– Куда подевалась твоя интеллигентность? В пьяном виде ты похож на неандертальца, на обезьяну! Посмотри на себя! Ты же животное! И куда подевалось твоё преклонение перед Западом?! Может, я его с окурками подмёл?! Ты же ещё вчера был готов заглядывать им в рот, подстилкой стать, ботинки лизать, потому что они де – великие нации, а мы де – дерьмо! А сегодня про ковбоя с паспортом мне базаришь.
– Твари мы! – опустившись на табуретку и вцепившись в волосы, отрешённо произнёс Волоколамов, и подбородок его задрожал. – Водку третий месяц жрём, всех баб в общаге уже того. – В глазах Леонида вскрылись реки, начался ледоход, но пока ни одна капля не вышла из берегов. – Я хотел стать государством в государстве, Лёха. Передвижной державой, самодостаточной единицей. Вы всё время упрекаете меня в холодности, а это была всего лишь независимость, территориальная целостность страны, которую я годами создавал внутри себя. Государство – это машина, оно по определению бездушно. – На глазах Леонида выступили слёзы. – Машина может сломаться, но боли при этом чувствовать не должна.
– Должна, но не обязана, параноик. Давай разнойся ещё, – бросил Левандовский, с неудовольствием почувствовав, что после слов друга у него самого на душе заскребли кошки. – Книг-то развёл, яблоку негде упасть. Я бы на твоём месте…
– И ведь как с инстиком-то нам повезло, Лёха, но никто не ценит, – перебил Волоколамов. – Ты видел, что некоторые преподы на парах вытворяют, какие мысли пытаются в нас заложить. О долге, чести, общественном благе, гражданском мужестве говорят. И это в провинциальном-то ВУЗе! Не в столичном, в заштатном! Нонсенс. Я не ожидал, совсем не ожидал, хотя помнишь Пузыря с Митрохой… Они намекали.

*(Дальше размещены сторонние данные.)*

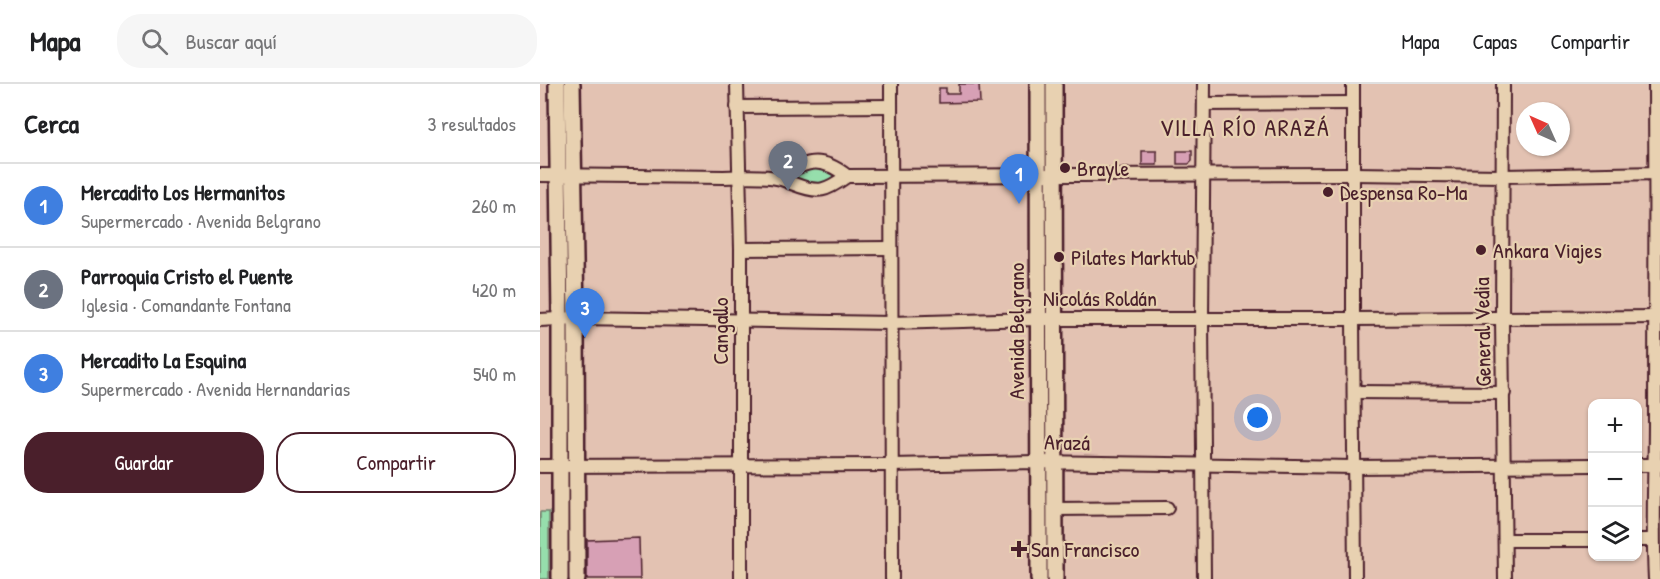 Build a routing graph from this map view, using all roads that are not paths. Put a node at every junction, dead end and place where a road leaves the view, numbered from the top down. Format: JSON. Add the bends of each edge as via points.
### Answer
{"nodes":[{"id":1,"x":557,"y":84,"type":"edge"},
{"id":2,"x":572,"y":84,"type":"edge"},
{"id":3,"x":737,"y":84,"type":"edge"},
{"id":4,"x":891,"y":84,"type":"edge"},
{"id":5,"x":1038,"y":84,"type":"edge"},
{"id":6,"x":1054,"y":84,"type":"edge"},
{"id":7,"x":1204,"y":84,"type":"edge"},
{"id":8,"x":1353,"y":84,"type":"edge"},
{"id":9,"x":1503,"y":84,"type":"edge"},
{"id":10,"x":1655,"y":84,"type":"edge"},
{"id":11,"x":1353,"y":102,"type":"junction"},
{"id":12,"x":1204,"y":104,"type":"junction"},
{"id":13,"x":891,"y":106,"type":"junction"},
{"id":14,"x":737,"y":107,"type":"junction"},
{"id":15,"x":1658,"y":173,"type":"edge"},
{"id":16,"x":1354,"y":174,"type":"junction"},
{"id":17,"x":540,"y":175,"type":"edge"},
{"id":18,"x":558,"y":175,"type":"junction"},
{"id":19,"x":574,"y":175,"type":"junction"},
{"id":20,"x":1047,"y":175,"type":"junction"},
{"id":21,"x":740,"y":176,"type":"junction"},
{"id":22,"x":847,"y":176,"type":"junction"},
{"id":23,"x":891,"y":176,"type":"junction"},
{"id":24,"x":1204,"y":176,"type":"junction"},
{"id":25,"x":1502,"y":176,"type":"junction"},
{"id":26,"x":778,"y":178,"type":"junction"},
{"id":27,"x":891,"y":248,"type":"junction"},
{"id":28,"x":741,"y":249,"type":"junction"},
{"id":29,"x":1658,"y":317,"type":"edge"},
{"id":30,"x":568,"y":319,"type":"junction"},
{"id":31,"x":741,"y":319,"type":"junction"},
{"id":32,"x":1038,"y":319,"type":"junction"},
{"id":33,"x":1202,"y":319,"type":"junction"},
{"id":34,"x":1502,"y":319,"type":"junction"},
{"id":35,"x":540,"y":320,"type":"edge"},
{"id":36,"x":1054,"y":320,"type":"junction"},
{"id":37,"x":1353,"y":320,"type":"junction"},
{"id":38,"x":891,"y":322,"type":"junction"},
{"id":39,"x":1354,"y":392,"type":"junction"},
{"id":40,"x":1504,"y":393,"type":"junction"},
{"id":41,"x":1038,"y":462,"type":"junction"},
{"id":42,"x":1054,"y":464,"type":"junction"},
{"id":43,"x":576,"y":465,"type":"junction"},
{"id":44,"x":741,"y":465,"type":"junction"},
{"id":45,"x":891,"y":465,"type":"junction"},
{"id":46,"x":1204,"y":465,"type":"junction"},
{"id":47,"x":1588,"y":465,"type":"edge"},
{"id":48,"x":1657,"y":465,"type":"edge"},
{"id":49,"x":540,"y":466,"type":"edge"},
{"id":50,"x":559,"y":466,"type":"junction"},
{"id":51,"x":1503,"y":466,"type":"junction"},
{"id":52,"x":1354,"y":467,"type":"junction"},
{"id":53,"x":1167,"y":507,"type":"dead end"},
{"id":54,"x":1054,"y":509,"type":"junction"},
{"id":55,"x":1505,"y":540,"type":"junction"},
{"id":56,"x":1588,"y":540,"type":"edge"},
{"id":57,"x":1642,"y":540,"type":"edge"},
{"id":58,"x":1653,"y":540,"type":"junction"},
{"id":59,"x":560,"y":579,"type":"edge"},
{"id":60,"x":577,"y":579,"type":"edge"},
{"id":61,"x":741,"y":579,"type":"edge"},
{"id":62,"x":892,"y":579,"type":"edge"},
{"id":63,"x":1039,"y":579,"type":"edge"},
{"id":64,"x":1055,"y":579,"type":"edge"},
{"id":65,"x":1204,"y":579,"type":"edge"},
{"id":66,"x":1354,"y":579,"type":"edge"},
{"id":67,"x":1505,"y":579,"type":"edge"},
{"id":68,"x":1655,"y":579,"type":"edge"}],
"edges":[{"from":1,"to":18,"type":"main road"},
{"from":2,"to":19,"type":"main road"},
{"from":3,"to":14,"type":"street","name":"Cangallo"},
{"from":4,"to":13,"type":"street"},
{"from":5,"to":20,"type":"main road","name":"Avenida Belgrano"},
{"from":6,"to":20,"type":"main road","name":"Avenida Belgrano"},
{"from":7,"to":12,"type":"street"},
{"from":8,"to":11,"type":"street"},
{"from":9,"to":25,"type":"street","name":"General Vedia"},
{"from":10,"to":15,"type":"street"},
{"from":11,"to":12,"type":"street"},
{"from":11,"to":16,"type":"street"},
{"from":12,"to":24,"type":"street"},
{"from":13,"to":14,"type":"street"},
{"from":13,"to":23,"type":"street"},
{"from":14,"to":21,"type":"street","name":"Cangallo"},
{"from":15,"to":25,"type":"street"},
{"from":15,"to":29,"type":"street"},
{"from":16,"to":24,"type":"street"},
{"from":16,"to":25,"type":"street"},
{"from":16,"to":37,"type":"street"},
{"from":17,"to":18,"type":"street"},
{"from":18,"to":19,"type":"street"},
{"from":18,"to":30,"type":"main road"},
{"from":19,"to":21,"type":"street"},
{"from":19,"to":30,"type":"main road"},
{"from":20,"to":23,"type":"street"},
{"from":20,"to":24,"type":"street"},
{"from":20,"to":32,"type":"main road","name":"Avenida Belgrano"},
{"from":20,"to":36,"type":"main road","name":"Avenida Belgrano"},
{"from":21,"to":26,"type":"street"},
{"from":21,"to":28,"type":"street","name":"Cangallo"},
{"from":22,"to":23,"type":"street"},
{"from":22,"to":26,"type":"street","via":[[817,191]]},
{"from":22,"to":26,"type":"street","via":[[836,167],[813,161]]},
{"from":23,"to":27,"type":"street"},
{"from":24,"to":33,"type":"street"},
{"from":25,"to":34,"type":"street","name":"General Vedia"},
{"from":27,"to":28,"type":"street"},
{"from":27,"to":38,"type":"street"},
{"from":28,"to":31,"type":"street","name":"Cangallo"},
{"from":29,"to":34,"type":"street","name":"Nicolás Roldán"},
{"from":29,"to":48,"type":"street"},
{"from":30,"to":31,"type":"street","name":"Nicolás Roldán"},
{"from":30,"to":35,"type":"street","name":"Nicolás Roldán"},
{"from":30,"to":43,"type":"main road"},
{"from":30,"to":50,"type":"main road"},
{"from":31,"to":38,"type":"street","name":"Nicolás Roldán"},
{"from":31,"to":44,"type":"street","name":"Cangallo"},
{"from":32,"to":36,"type":"street","name":"Nicolás Roldán"},
{"from":32,"to":38,"type":"street","name":"Nicolás Roldán"},
{"from":32,"to":41,"type":"main road","name":"Avenida Belgrano"},
{"from":33,"to":36,"type":"street","name":"Nicolás Roldán"},
{"from":33,"to":37,"type":"street","name":"Nicolás Roldán"},
{"from":33,"to":46,"type":"street"},
{"from":34,"to":37,"type":"street","name":"Nicolás Roldán"},
{"from":34,"to":40,"type":"street","name":"General Vedia"},
{"from":36,"to":42,"type":"main road","name":"Avenida Belgrano"},
{"from":37,"to":39,"type":"street"},
{"from":38,"to":45,"type":"street"},
{"from":39,"to":40,"type":"street"},
{"from":39,"to":52,"type":"street"},
{"from":40,"to":51,"type":"street","name":"General Vedia"},
{"from":41,"to":42,"type":"street","name":"Arazá"},
{"from":41,"to":45,"type":"street","name":"Arazá"},
{"from":41,"to":63,"type":"main road","name":"Avenida Belgrano"},
{"from":42,"to":46,"type":"street","name":"Arazá"},
{"from":42,"to":54,"type":"main road","name":"Avenida Belgrano"},
{"from":43,"to":44,"type":"street","name":"Arazá"},
{"from":43,"to":50,"type":"street","name":"Arazá"},
{"from":43,"to":60,"type":"main road"},
{"from":44,"to":45,"type":"street","name":"Arazá"},
{"from":44,"to":61,"type":"street","name":"Cangallo"},
{"from":45,"to":62,"type":"street"},
{"from":46,"to":52,"type":"street","name":"Arazá"},
{"from":46,"to":65,"type":"street"},
{"from":47,"to":51,"type":"street","name":"Arazá"},
{"from":48,"to":58,"type":"street"},
{"from":49,"to":50,"type":"street","name":"Arazá"},
{"from":50,"to":59,"type":"main road"},
{"from":51,"to":52,"type":"street","name":"Arazá"},
{"from":51,"to":55,"type":"street","name":"General Vedia"},
{"from":52,"to":66,"type":"street"},
{"from":53,"to":54,"type":"street"},
{"from":54,"to":64,"type":"main road","name":"Avenida Belgrano"},
{"from":55,"to":56,"type":"street"},
{"from":55,"to":67,"type":"street","name":"General Vedia"},
{"from":57,"to":58,"type":"street"},
{"from":58,"to":68,"type":"street"}]}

– И я рад, что в Москву или Питер поступать не поехал. Там сейчас в большинстве своём золотая молодёжь учится, а мне с ней не по пути. В настоящий момент в столичных ВУЗах готовится элита, которая уже не будет иметь ни малейшего понятия, что такое народ. Нет, это вовсе не значит, что выпускники МГУ, выучившись за родительские деньги, выйдут из стен своего учебного заведения бесчестными и глупыми. Нет, я не о том. Одновременно с нами на исторической арене появятся, может быть, умнейшие, компетентнейшие и образованнейшие люди, но их оторванность от народных истоков будет настолько велика, что мы столкнёмся с дипломатами для дипломатии, политиками для политики, экономистами для экономики, юристами для юриспруденции. В общем, вращаюсь в своём богатом и интеллектуальном кругу, а про простых людей ничего не знаю и знать не хочу. Народ будет казаться им спивающимся иностранцем, с которым они по какой-то нелепой случайности проживают на одной территории. Их даже судить за это нельзя… А вспомни девятнадцатый век, Лёнька. Вспомни, как кипели универы обеих столиц, как на каждое событие в жизни страны отзывались. Во многом, конечно, тогда заблуждались студенты, но боролись же, не было у ребят равнодушия. С преподами действительно повезло. К примеру, взять Иванковского. Это же сколько литературы надо для одной только лекции по «Политологии» перелопатить, чтобы довести до нас самую объективную и важную информацию под запись. Тонны, блин! Тонны! И так ведь он каждый раз готовится. А где благодарность?.. Ему в прошлом году за принципиальность на экзаменах тачку изуродовали, на дверцах новой машины «КОЗЁЛ» и «СУКА» в отместку написали. – Левандовский хмыкнул. – Я бы ещё мог понять, если бы просто колёса прокололи, а то ведь мужику тойоту перекрашивать пришлось. Бешеные бабки. Узнаю, кто нагадил – мало не покажется.